Dec 28 2014

Winter Woes and Holiday Hazards

 

With the winter season about to start and holidays right around the corner, it’s no wonder our pets find more to get into. First off, there are the uncontrollable factors, such as the cold weather. Although we can’t control the temperature outside, we can make it a bit easier on our pets. Secondly, people tend to use de-icing chemicals often in the winter. Some of these products have proven to be hazardous and toxic to our pets if ingested. As well, there is the Christmas tree, which comes with a whole list of hazards on its own.  Make sure your house is pet proof for the winter and safe for the holidays!

The winters in Canada are fairly dramatic, with drastic temperature fluctuations and sometimes large amounts of snow. If you have a four legged friend who enjoys the outdoors or spends the majority of his or her time out there, then you might have your work cut out for you!  Shelter for outdoor pets is top priority.  Not just any structure will do, your pet will need a well insulated shelter with a wind protective barrier.  In very cold parts of the country, outdoor rated pet heating pads should be used as well.

Another issue with outdoor pets is that they must have fresh unfrozen water available to them at all times.  To prevent the freezing of the water bowl, the use of a heated bowl will be necessary.
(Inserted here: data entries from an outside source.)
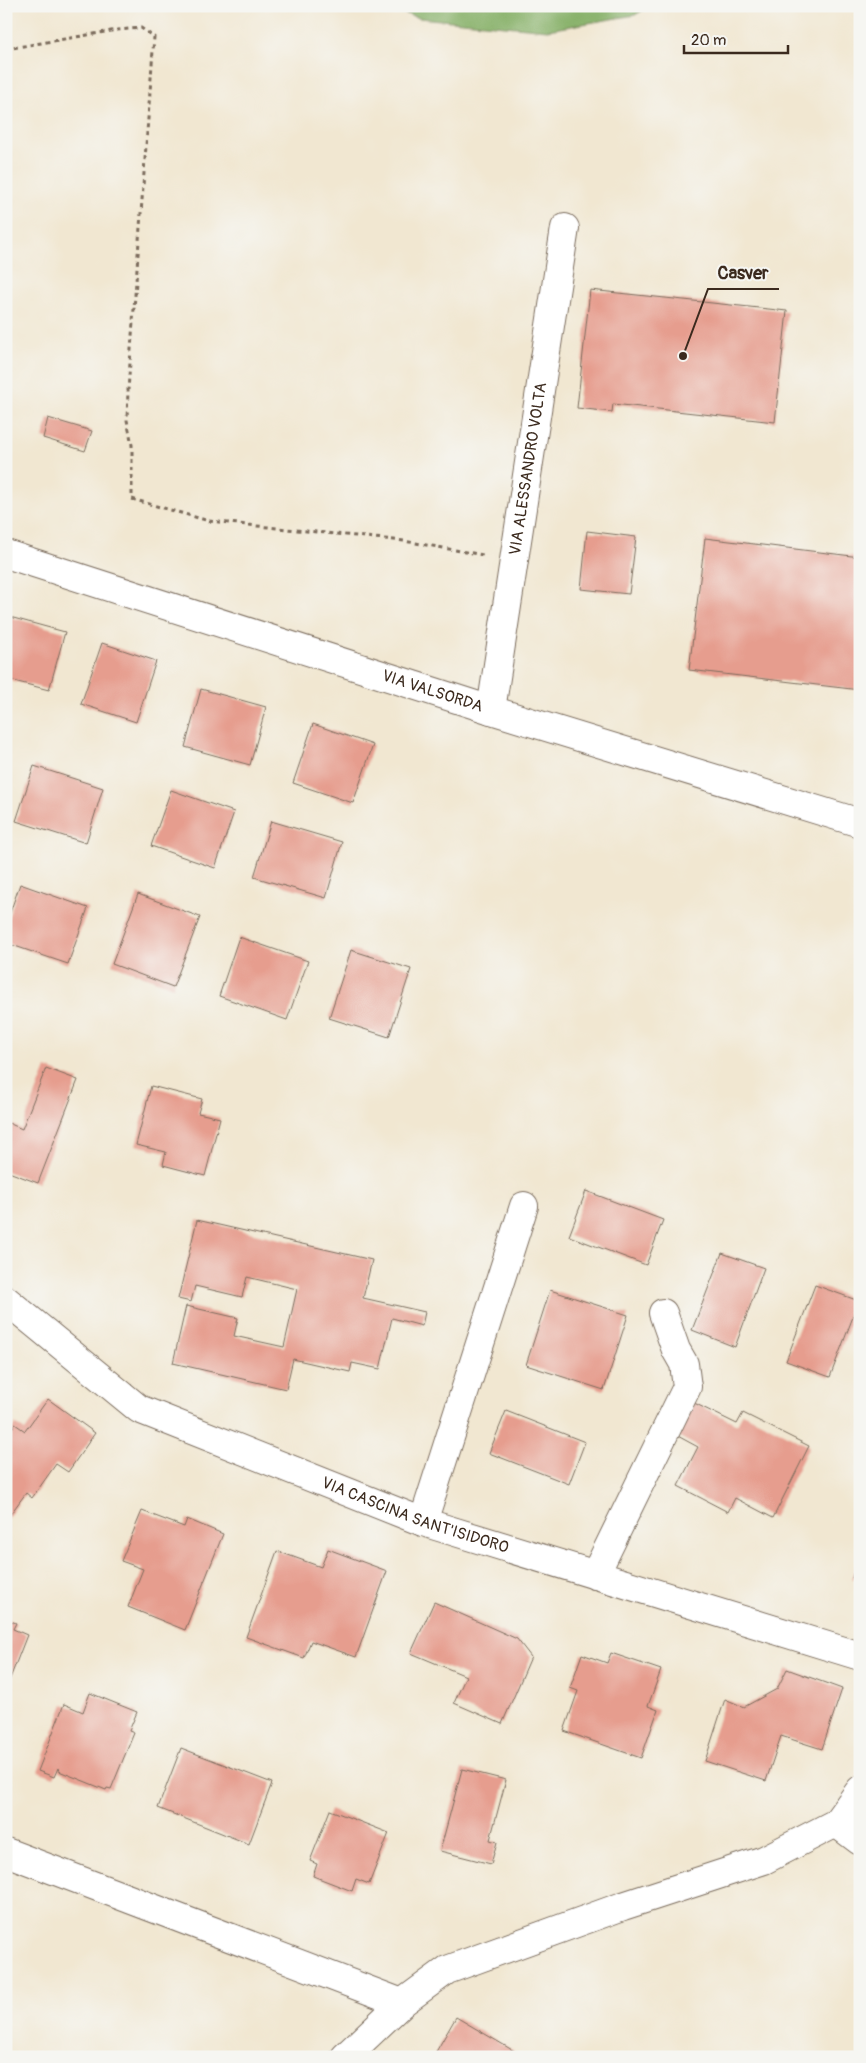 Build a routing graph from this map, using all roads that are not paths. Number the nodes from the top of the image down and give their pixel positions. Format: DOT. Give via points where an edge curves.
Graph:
graph roads {
  1 [pos="564,228"];
  2 [pos="6,554"];
  3 [pos="491,710"];
  4 [pos="860,823"];
  5 [pos="524,1206"];
  6 [pos="6,1300"];
  7 [pos="663,1313"];
  8 [pos="423,1522"];
  9 [pos="595,1575"];
  10 [pos="860,1656"];
  11 [pos="860,1790"];
  12 [pos="836,1823"];
  13 [pos="860,1841"];
  14 [pos="6,1852"];
  15 [pos="402,2003"];
  16 [pos="345,2057"];
  1 -- 3 [label="street, VIA ALESSANDRO VOLTA"];
  2 -- 3 [label="street, VIA VALSORDA"];
  3 -- 4 [label="street, VIA VALSORDA"];
  5 -- 8 [label="street"];
  6 -- 8 [label="street, VIA CASCINA SANT'ISIDORO" via="139,1409"];
  7 -- 9 [label="street" via="684,1364 687,1387"];
  8 -- 9 [label="street, VIA CASCINA SANT'ISIDORO"];
  9 -- 10 [label="street, VIA CASCINA SANT'ISIDORO"];
  11 -- 12 [label="street"];
  12 -- 13 [label="street"];
  12 -- 15 [label="street" via="764,1860 623,1906 447,1970"];
  14 -- 15 [label="street"];
  15 -- 16 [label="street"];
} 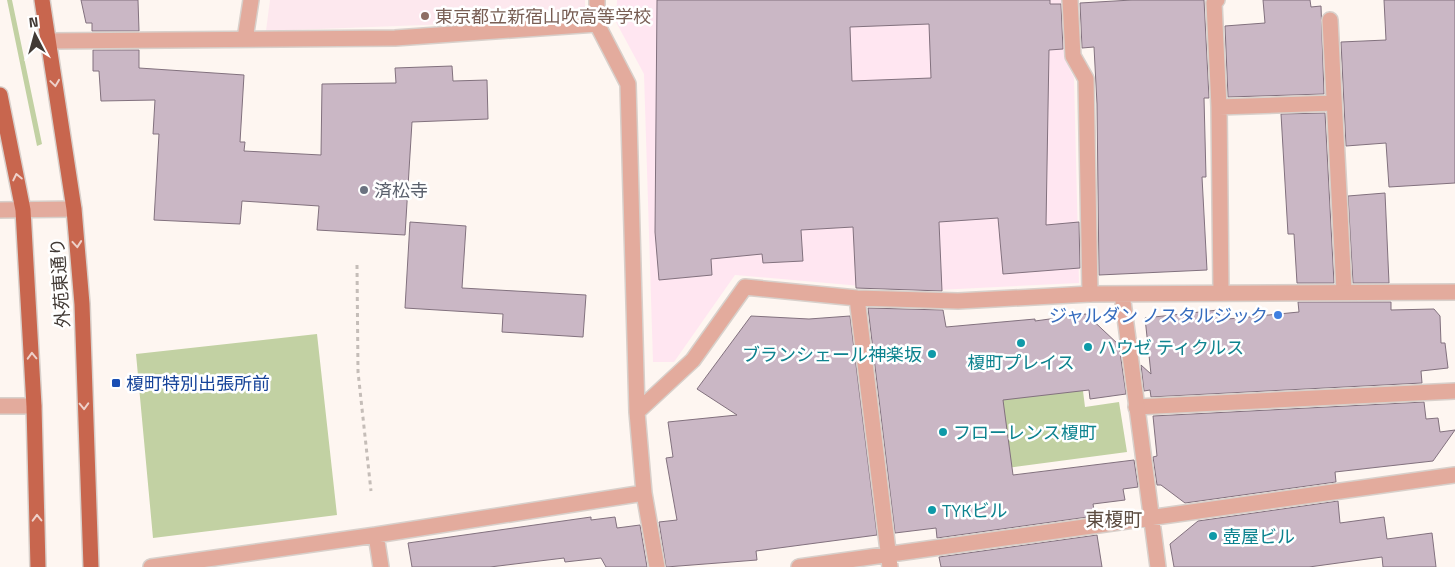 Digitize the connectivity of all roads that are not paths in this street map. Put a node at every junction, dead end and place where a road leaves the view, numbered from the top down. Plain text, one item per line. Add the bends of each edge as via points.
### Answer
1 (42, 0) edge
2 (251, 0) edge
3 (598, 0) edge
4 (1070, 0) edge
5 (1217, 0) edge
6 (1330, 20) dead end
7 (597, 24) junction
8 (245, 39) junction
9 (49, 41) junction
10 (0, 95) edge
11 (1334, 103) junction
12 (1219, 107) junction
13 (74, 208) junction
14 (0, 210) edge
15 (23, 210) junction
16 (1344, 291) junction
17 (1455, 292) edge
18 (1221, 293) junction
19 (1090, 294) junction
20 (1122, 294) junction
21 (857, 298) junction
22 (1455, 391) edge
23 (0, 406) edge
24 (34, 406) junction
25 (1136, 407) junction
26 (637, 412) junction
27 (1455, 476) edge
28 (644, 493) junction
29 (1151, 518) junction
30 (376, 535) junction
31 (889, 561) edge
32 (38, 567) edge
33 (91, 567) edge
34 (152, 567) edge
35 (381, 567) edge
36 (657, 567) edge
37 (799, 567) edge
38 (1158, 567) edge

1 - 9 main road, 外苑東通り
2 - 8 street
3 - 7 street
4 - 19 street via 1073,56 1086,79
5 - 12 street via 1214,3
6 - 11 street
7 - 8 street via 395,38
7 - 26 street via 628,84
8 - 9 street
9 -> 13 main road, 外苑東通り
15 -> 10 main road, 外苑東通り
11 - 12 street
11 - 16 street
12 - 18 street
13 - 15 street
13 -> 33 main road, 外苑東通り via 82,304
14 - 15 street
24 -> 15 main road, 外苑東通り
16 - 17 street
16 - 18 street
18 - 20 street
19 - 20 street
19 - 21 street via 958,301
20 - 25 street
21 - 26 street via 745,287 693,360
21 - 31 street
22 - 25 street
23 - 24 street
32 -> 24 main road, 外苑東通り
25 - 29 street
26 - 28 street
27 - 29 street
28 - 30 street
28 - 36 street
29 - 31 street
29 - 38 street
30 - 34 street
30 - 35 street
31 - 37 street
For pets that enjoy walks during cold weather, extra insulation can also be helpful. For dogs who are naturally lean, shorthaired, young/old, or tiny breeds may need extra warmth when they are outdoors. There are a variety of sweaters, coats and wind breakers available for pets that may be helpful for this.

 

And don’t forget those hazardous de-icing chemicals. Make sure to dry your dog off well each time you walk them outdoors, especially if your pet has longhair. Drying/wiping off your pets’ feet, legs and abdomen after they’ve been outside will keep them from ingesting any de-icing solutions.  Signs de-icer ingestion are: drooling, lethargy, vomiting and electrolyte imbalances. It is also irritating to the skin and mouth. *Cleaning the paws after winter walks will also help to remove the salt so as not to crack and irritate the paw pads.

For cats who roam the outdoors during the winter months, or dogs who enjoy hanging around the house, you will need to be cautious for chemicals such as antifreeze.  Even though this chemical has a sweet taste to it, it can be lethal. As little as one teaspoon can be deadly to a cat!  So, make sure to store antifreeze in secure cabinets, clean up any accidental spills and be sure to keep the cap twisted on tightly at all times. It is also best to store any dangerous products away from where your pet may have access to them.

Antifreeze poisoning destroys the tissues of the kidneys and can be extremely lethal. If you suspect your pet has ingested antifreeze, call the pet poison hotline or your nearest veterinarian immediately so that appropriate treatment can begin.

 

And last but not least, the Christmas tree!

Christmas trees are beautiful, but they are also a favorite for pets, mainly cats.  First off, many cats enjoy drinking water out of places other than their cat bowls…including the stagnant tree water! Try to keep cats away from the water under the Christmas tree. For one, it may contain fertilizer, which can cause an upset stomach. Furthermore stagnant water may carry a build up of bacteria which could lead to vomiting, nausea and diarrhea if ingested by your pet.

Electrical cords around the tree are another danger to pets around the holidays. If bitten or chewed on by your pet, they can lead to shocks or even electrocution.Try to cover up/hide these cords as best as possible and supervise your pets near the tree.

As well, decorations themselves can be a hazard. Tinsel and other dangling/string like ornaments are most hazardous as they can become a possible cause of intestinal blockages if ingested. Intestinal blockages can be life threatening and your pet may end up requiring surgery. This type of decoration may need to be reconsidered when decorating your tree this year if you happen to own a cat!

Glass ornaments are another decoration that you must carefully supervise your pet around. Try placing them higher up in the tree if possible in order to keep them out of reach from your pets. If broken, glass ornaments can not only cut paws, but if ingested they can lacerate the tissues of the gastrointestinal tract as well! This could lead to serious complications.

 

So, with the cold weather and holidays fast approaching, you better get a kick start on keeping things safe for your pet. Although we cannot control the -30’c weather, we can control many aspects of comfort when it comes to our furry friends. Keeping them warm and sheltered, out of reach from common winter chemicals and choosing safe ornaments are all good ideas to start the season off safely!